- Relator(a)
- Ministro Felix Fischer
- Órgão julgador
- Quinta Turma
- Data do julgamento
- 13/04/2010
- Data de publicação
- 03/05/2010
STJ – Acórdão, Rel. Ministro Felix Fischer, Quinta Turma, j. 13/04/2010, p. 03/05/2010
PENAL E PROCESSUAL PENAL. HABEAS CORPUS. PECULATO. VOTO DE JUIZ QUE NÃO ESTEVE PRESENTE NA SESSÃO EM QUE HOUVE A LEITURA DO RELATÓRIO E A REALIZAÇÃO DE SUSTENTAÇÕES ORAIS. ALEGAÇÃO DE NULIDADE. INOCORRÊNCIA. ALEGAÇÃO DE ERRÔNEA CAPITULAÇÃO DA CONDUTA DESCRITA NA DENÚNCIA. INEXISTÊNCIA DE NULIDADE. ALEGAÇÃO DE AUSÊNCIA DE JUSTA CAUSA PARA PERSECUÇÃO PENAL. INOCORRÊNCIA. I - Não se vislumbra a alegada violação à ampla defesa pela participação de Juiz (que atuava em substituição a Desembargador) que não esteve presente na sessão em que houve a leitura do relatório e realização de sustentações orais, se houve a declaração de aptidão para o proferimento de voto, conforme exige o regimento interno da Corte a quo.(Precedente) II - O réu se defende dos fatos que são descritos na peça acusatória e não da capitulação jurídica dada na denúncia. (Precedentes) III - Na hipótese, eventual equívoco capitulação da conduta imputada não modificará a situação processual do paciente, que poderá formular sua defesa a partir dos fatos narrados na exordial acusatória. IV - O trancamento da ação penal por meio do habeas corpus se situa no campo da excepcionalidade (HC 901.320/MG, Primeira Turma, Rel. Min.

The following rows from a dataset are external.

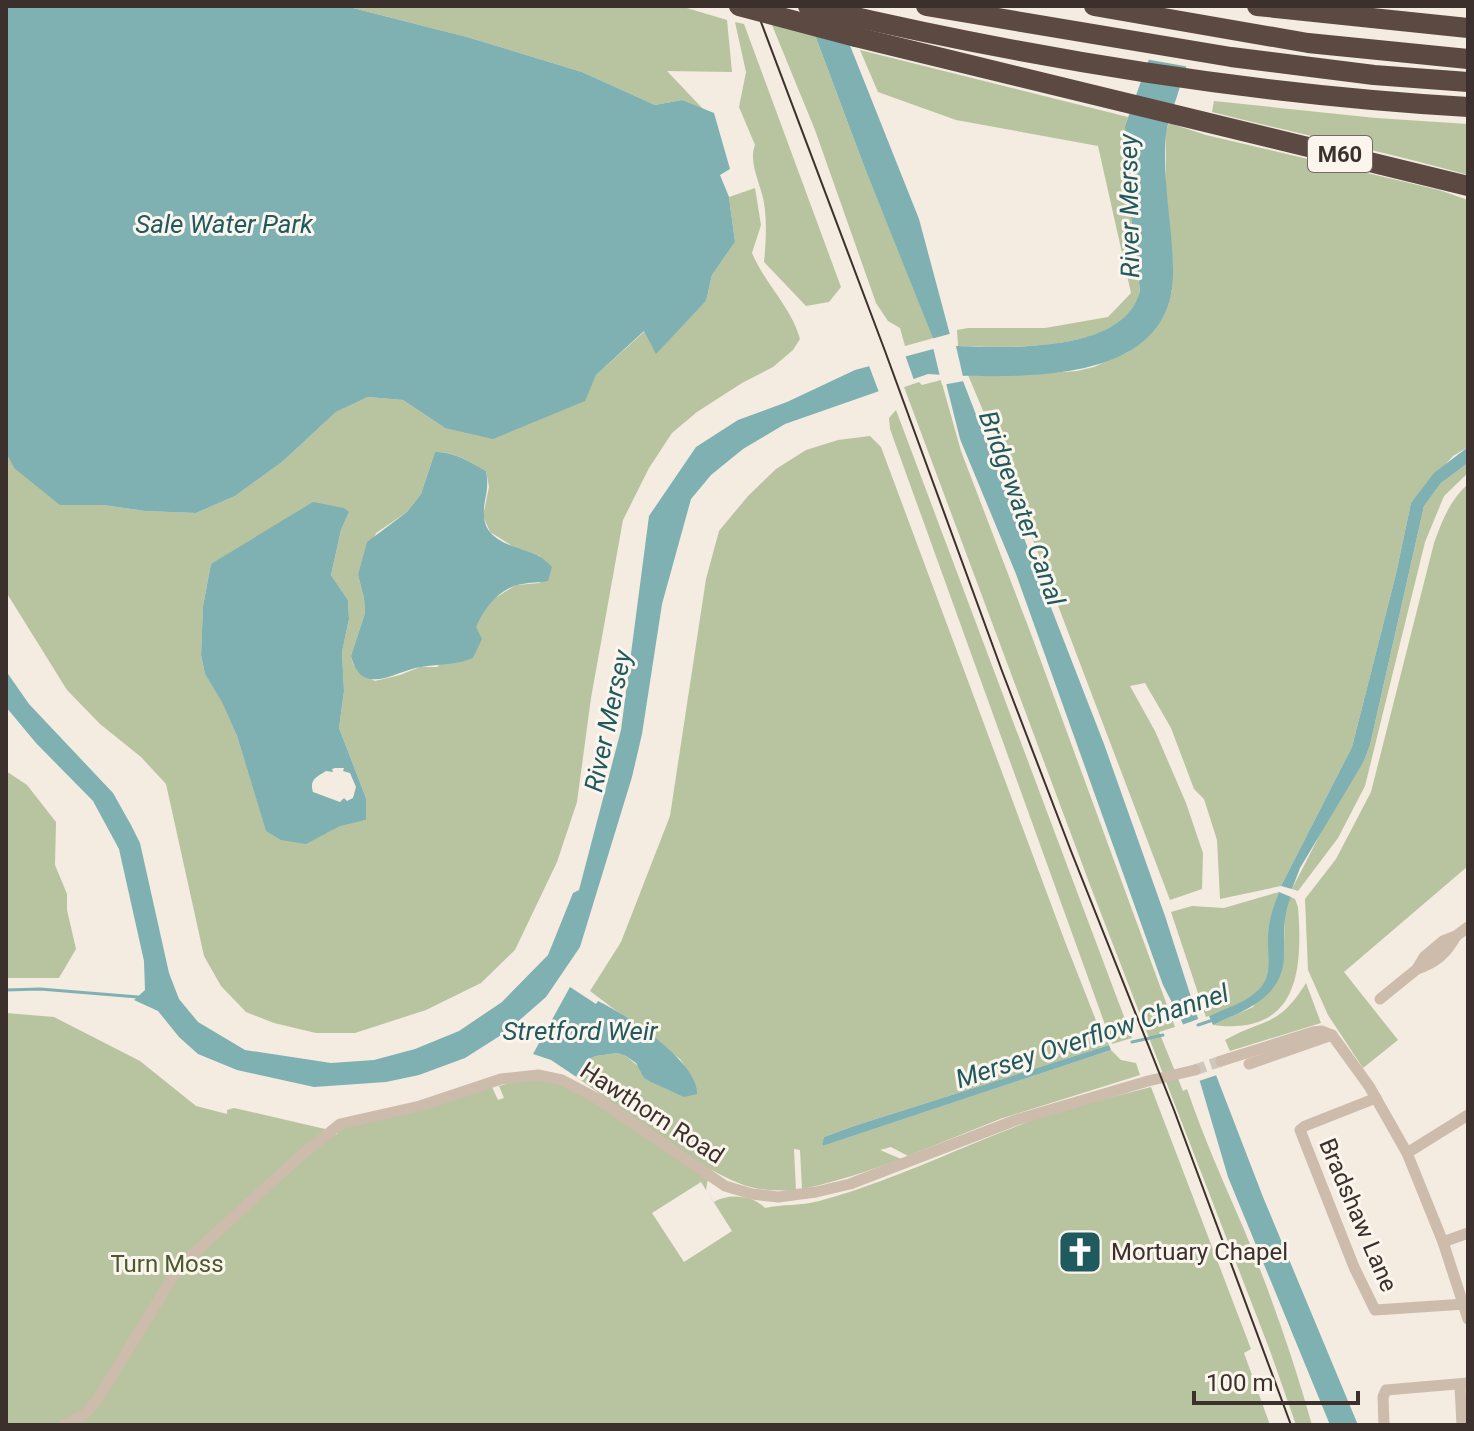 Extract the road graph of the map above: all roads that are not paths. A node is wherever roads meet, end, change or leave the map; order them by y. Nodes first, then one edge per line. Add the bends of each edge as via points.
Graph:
1 (739, 6) edge
2 (776, 6) edge
3 (808, 6) edge
4 (926, 6) edge
5 (1257, 6) edge
6 (1103, 8) edge
7 (852, 26) junction
8 (1468, 28) edge
9 (1468, 59) edge
10 (1468, 82) edge
11 (1468, 107) edge
12 (1468, 186) edge
13 (1468, 927) edge
14 (1380, 999) dead end
15 (1327, 1033) junction
16 (1221, 1061) tunnel mouth
17 (1249, 1064) dead end
18 (1195, 1070) tunnel mouth
19 (1376, 1098) junction
20 (1468, 1115) edge
21 (1407, 1153) junction
22 (1468, 1233) edge
23 (1443, 1242) junction
24 (1465, 1304) junction
25 (1468, 1319) edge
26 (1464, 1384) edge
27 (64, 1425) edge
28 (1384, 1425) edge
29 (1462, 1425) edge

1 - 7 highway, M60, bridge
2 - 7 highway, M60
3 - 7 highway, M60
4 - 10 highway via 1231,57
5 - 8 highway
6 - 9 highway via 1242,33
7 - 11 highway, M60 via 1220,85
7 - 12 highway, M60 via 995,72
13 - 14 street via 1443,941
15 - 16 street
15 - 17 street
15 - 19 street
18 - 27 street, Hawthorn Road via 1016,1120 850,1184 778,1197 725,1186 598,1099 562,1080 538,1075 501,1079 420,1106 340,1124 179,1267 97,1400 84,1415
19 - 21 street
19 - 24 street, Bradshaw Lane via 1300,1130 1354,1267 1375,1310
20 - 21 street
21 - 23 street
22 - 23 street
23 - 24 street
24 - 25 street
26 - 28 street via 1386,1390
26 - 29 street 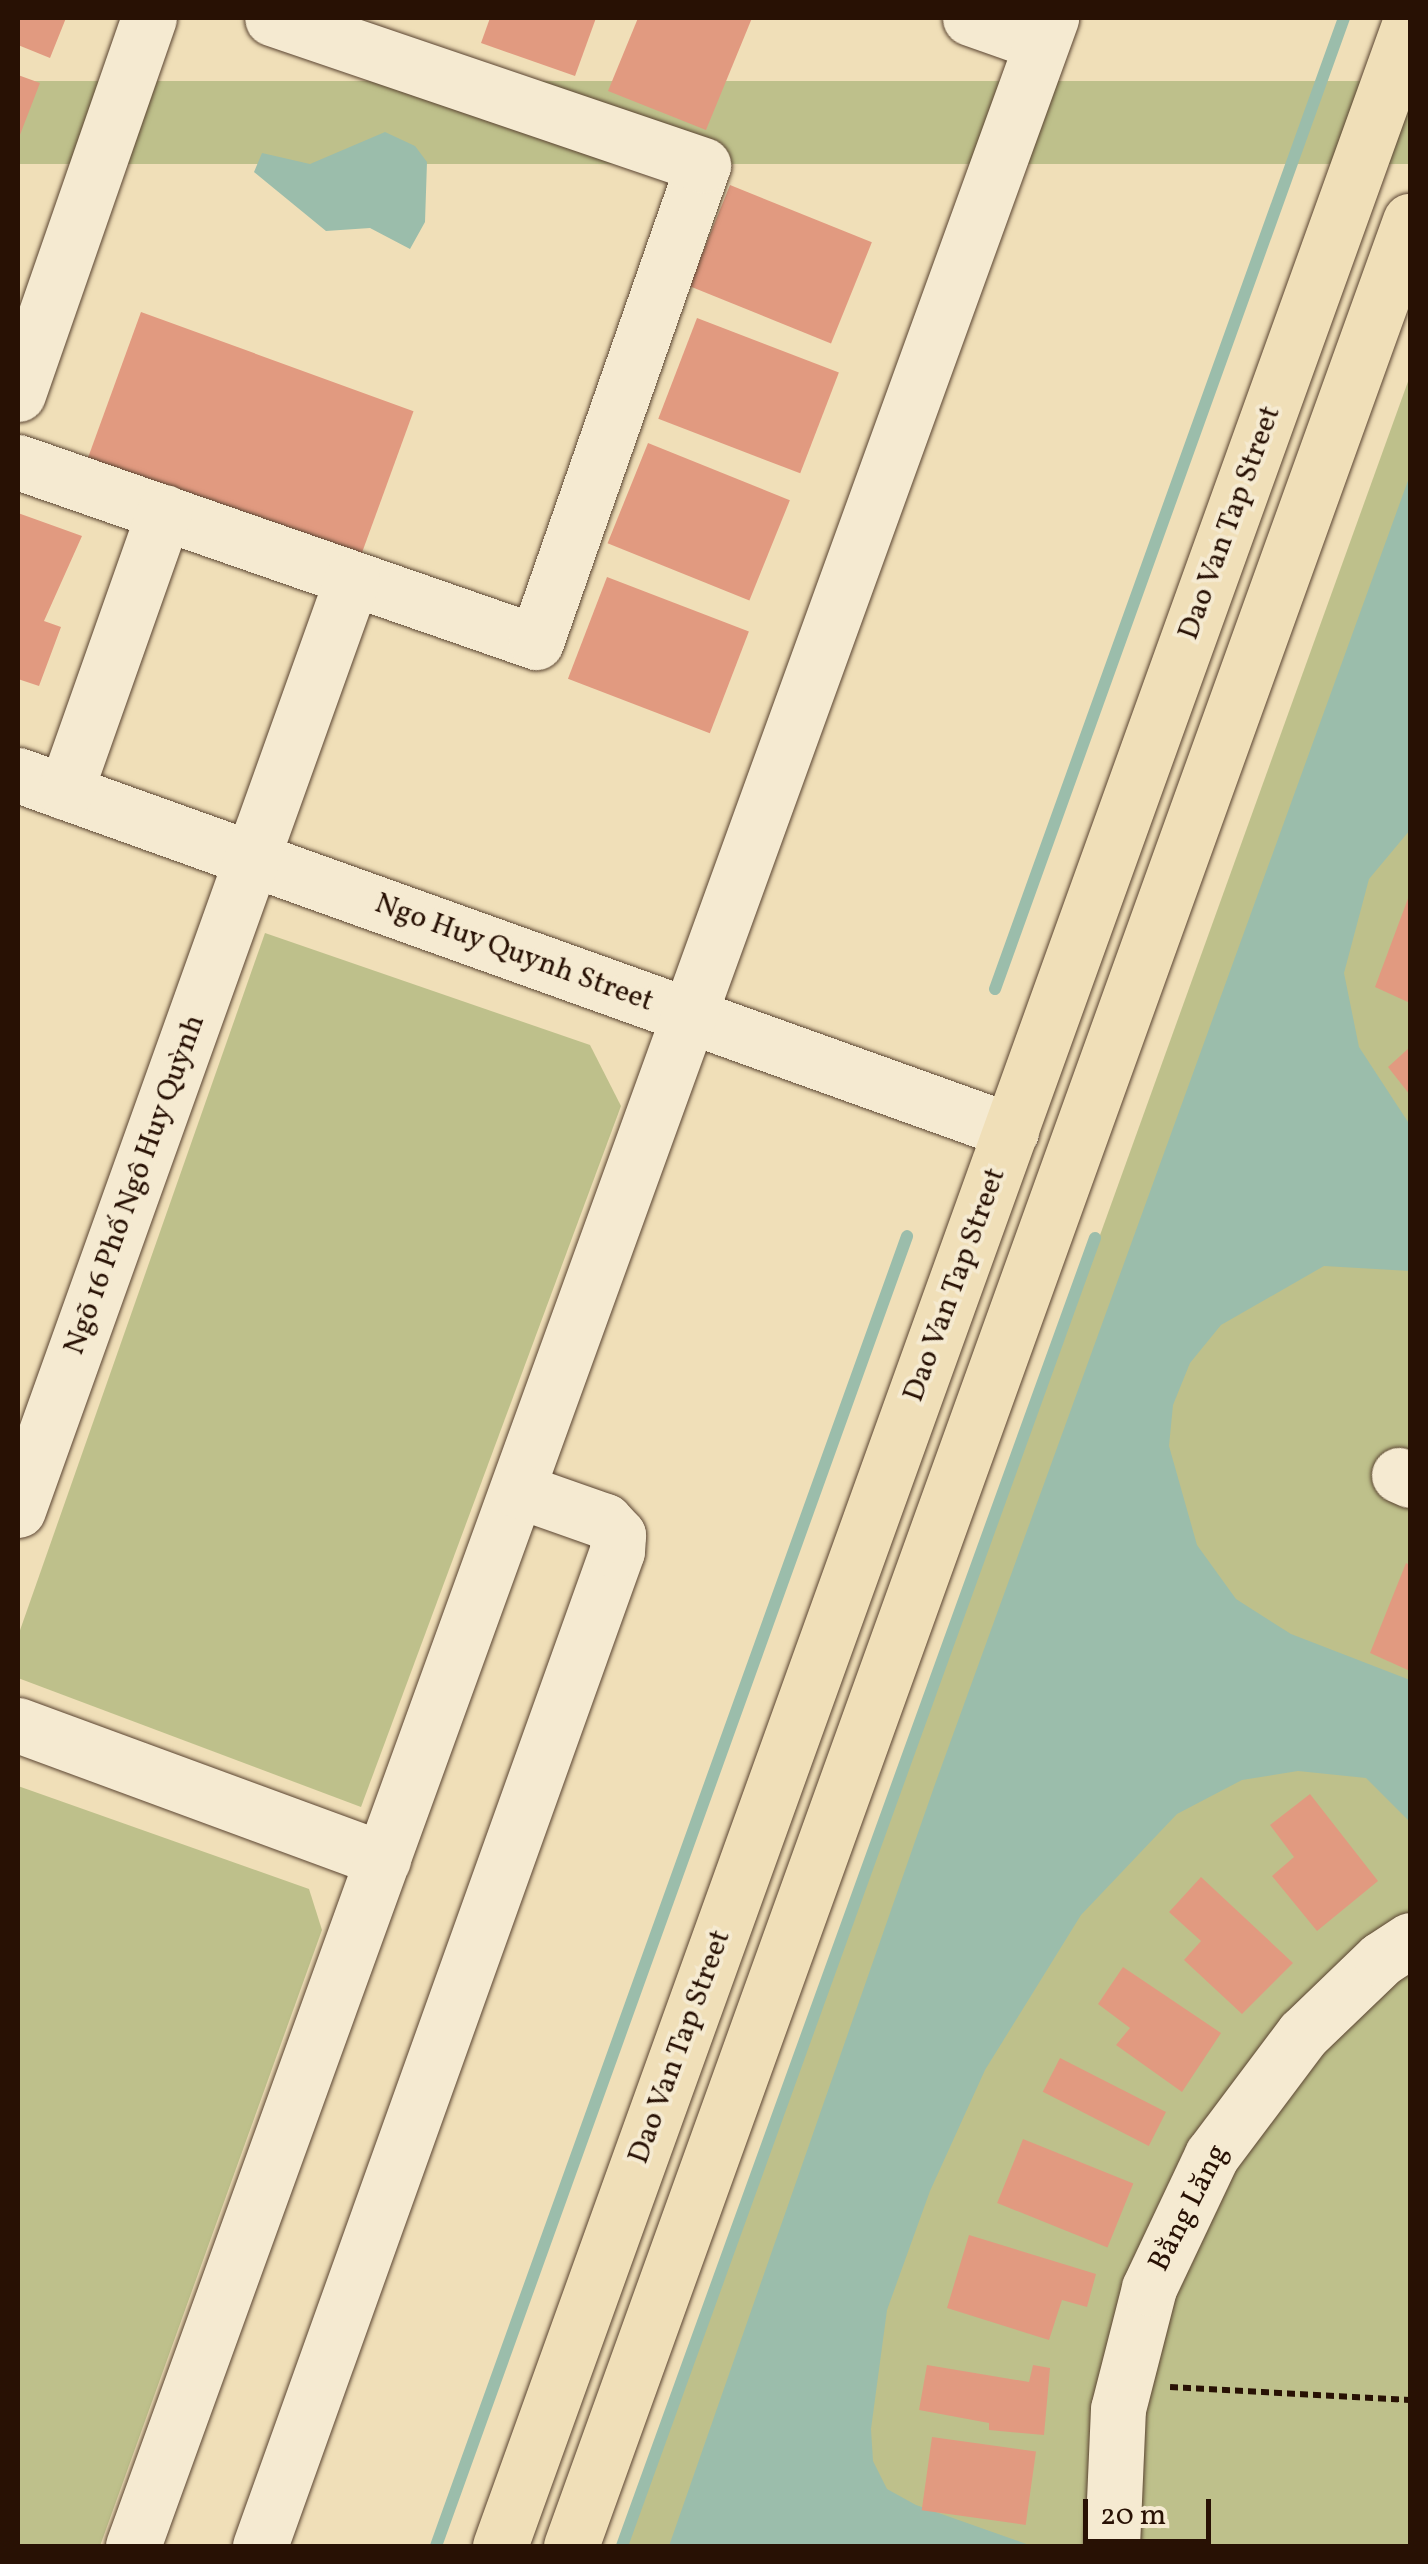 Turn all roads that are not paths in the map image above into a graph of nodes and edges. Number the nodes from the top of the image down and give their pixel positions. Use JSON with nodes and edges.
{"nodes":[{"id":1,"x":149,"y":18,"type":"edge"},
{"id":2,"x":272,"y":18,"type":"edge"},
{"id":3,"x":970,"y":18,"type":"edge"},
{"id":4,"x":1410,"y":23,"type":"edge"},
{"id":5,"x":1046,"y":30,"type":"edge"},
{"id":6,"x":1410,"y":220,"type":"edge"},
{"id":7,"x":18,"y":394,"type":"edge"},
{"id":8,"x":18,"y":462,"type":"edge"},
{"id":9,"x":164,"y":512,"type":"junction"},
{"id":10,"x":352,"y":579,"type":"junction"},
{"id":11,"x":41,"y":783,"type":"edge"},
{"id":12,"x":252,"y":859,"type":"junction"},
{"id":13,"x":689,"y":1016,"type":"junction"},
{"id":14,"x":1010,"y":1131,"type":"junction"},
{"id":15,"x":517,"y":1490,"type":"junction"},
{"id":16,"x":18,"y":1510,"type":"edge"},
{"id":17,"x":18,"y":1726,"type":"edge"},
{"id":18,"x":383,"y":1859,"type":"junction"},
{"id":19,"x":1410,"y":1940,"type":"edge"},
{"id":20,"x":134,"y":2546,"type":"edge"},
{"id":21,"x":260,"y":2546,"type":"edge"},
{"id":22,"x":500,"y":2546,"type":"edge"},
{"id":23,"x":571,"y":2546,"type":"edge"},
{"id":24,"x":1112,"y":2546,"type":"edge"}],
"edges":[{"from":1,"to":7,"type":"street"},
{"from":2,"to":10,"type":"street"},
{"from":3,"to":5,"type":"street"},
{"from":4,"to":14,"type":"main road","name":"Dao Van Tap Street"},
{"from":5,"to":13,"type":"street"},
{"from":6,"to":23,"type":"main road"},
{"from":8,"to":9,"type":"street"},
{"from":9,"to":10,"type":"street"},
{"from":9,"to":11,"type":"street"},
{"from":10,"to":12,"type":"street","name":"Ngõ 16 Phố Ngô Huy Quỳnh"},
{"from":11,"to":12,"type":"street","name":"Ngo Huy Quynh Street"},
{"from":12,"to":13,"type":"street","name":"Ngo Huy Quynh Street"},
{"from":12,"to":16,"type":"street","name":"Ngõ 16 Phố Ngô Huy Quỳnh"},
{"from":13,"to":14,"type":"street","name":"Ngo Huy Quynh Street"},
{"from":13,"to":15,"type":"street"},
{"from":14,"to":22,"type":"main road","name":"Dao Van Tap Street"},
{"from":15,"to":18,"type":"street"},
{"from":15,"to":21,"type":"street"},
{"from":17,"to":18,"type":"street"},
{"from":18,"to":20,"type":"street"},
{"from":19,"to":24,"type":"street","name":"Bằng Lăng"}]}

Marco Aurélio, DJU de 25/05/2007), sendo medida que somente deve ser adotada quando houver comprovação, de plano, da atipicidade da conduta, da incidência de causa de extinção da punibilidade ou da ausência de indícios de autoria ou de prova sobre a materialidade do delito (HC 87.324/SP, Primeira Turma, Relª. Minª. Cármen Lúcia, DJU de 18/05/2007). Ainda, a liquidez dos fatos constitui requisito inafastável na apreciação da justa causa (HC 91.634/GO, Segunda Turma, Rel. Min. Celso de Mello, DJU de 05/10/2007), pois o exame de provas é inadmissível no espectro processual do habeas corpus, ação constitucional que pressupõe para seu manejo uma ilegalidade ou abuso de poder tão flagrante que pode ser demonstrada de plano (RHC 88.139/MG, Primeira Turma, Rel. Min. Carlos Britto, DJU de 17/11/2006). Na hipótese, considerando a inexistência de prova atestando a alegada ausência de dolo do paciente, e diante da existência de indícios da ocorrência do crime, seria demasiadamente precipitado o trancamento da ação penal. Ordem denegada. (HC n. 147.953/RS, relator Ministro Felix Fischer, Quinta Turma, julgado em 13/4/2010, DJe de 3/5/2010.)